# What effect is this?



## gearjunkie (Sep 14, 2009)

Hey guys, I don't use many effects besides delay, chorus, and wah. So I'm no effects expert. There's an old Duran Duran tune (I know I know but its a guilty pleasure!!!) called "Come Undone" and the intro guitar sounds like water. Does anyone know what this effect is? I'm thinking its a flanger. (possibly a chorus or phase?) But I have no idea what it is or how to set it up like that. Also sounds like a delay with it.
Here's a link to the sound:

http://www.youtube.com/watch?v=ICnlyNUt_0o


----------



## montreal (Mar 25, 2008)

that's easy...
it's the original boss chorus ensemble in the vibrato setting with the depth full up and the speed probably half-way....


----------



## Overt1 (Aug 31, 2009)

sounds like a phaser with delay to me.


----------



## jimihendrix (Jun 27, 2009)

check out this vid demo here...

http://www.youtube.com/watch?v=Mx5OAbbVV9E


----------



## Guest (Oct 24, 2009)

Oh man.
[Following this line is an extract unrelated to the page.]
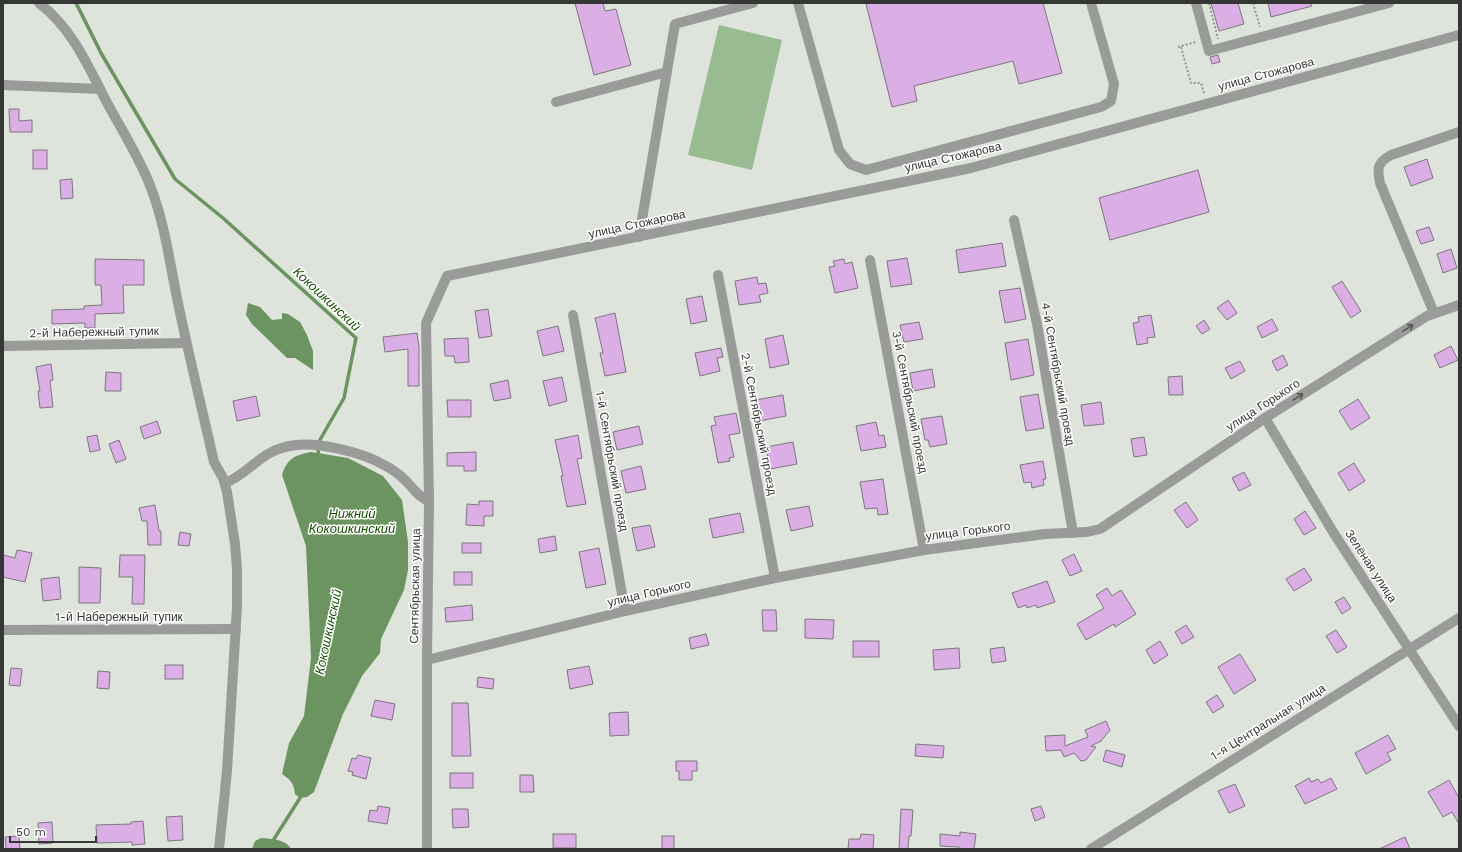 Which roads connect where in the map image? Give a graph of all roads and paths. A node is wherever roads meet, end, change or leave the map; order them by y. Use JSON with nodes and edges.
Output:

Are people referring to The Wedding Album as "Old Music" now? Dang! I don't feel like 1993 was that long ago...I'm old, aren't I?

I've been doing some very deep analysis on this song owing to the fact I'm working on a Duran Duran Tribute project right now. There's more to it that a heavy handed chorus. There's an evelope-controlled filter happening on that, you can hear it on the pick attacks. I've been having an email exchange with Katy (http://www.askkaty.com/) and she's trying to get me the engineer who worked on that track. Warren Cuccurullo is a monster player and liked his monster racks as well.

I'm not near my rig, but later today I'll post my Axe-Fx patch and general signal chain for that track if you like. We just rehearsed it last week with all the keyboard parts and it sounds HUGE.


----------



## seanmj (May 9, 2009)

gearjunkie said:


> Hey guys, I don't use many effects besides delay, chorus, and wah. So I'm no effects expert. There's an old Duran Duran tune (I know I know but its a guilty pleasure!!!)
> 
> http://www.youtube.com/watch?v=ICnlyNUt_0o


Not a guilty pleasure at all. There was some serious songwriting/performance ability in that band. I still love all those tunes.... and have actually been doing some instrumental cover versions of their stuff. I wish we could have more pop bands like them around that actually know how to sing and play and don't rely on autotune and sequences.

Once when I was doing a corporate gig.... I handed each musician a stack of charts... and one of them was a Duran Duran song. The guys I had playing with me all commented on how good a tune it was!

Sean Meredith-Jones
http://www.seanmeredithjones.com


----------



## Guest (Oct 24, 2009)

seanmj said:


> I wish we could have more pop bands like them around that actually know how to sing and play and don't rely on autotune and sequences.


Amen to that. Duran Duran has always let the mistakes fall where they may. And there have been more than a few blunders along the way. It's as real as any other music, made by guys who play their own instruments. A rarity in the pop world today...


----------



## Guest (Oct 24, 2009)

gearjunkie, I based my patch for this off Andy Taylor's sound for this song on the Live in London DVD. It's a little less soupy than The Wedding Album version and sits better in the mix, live.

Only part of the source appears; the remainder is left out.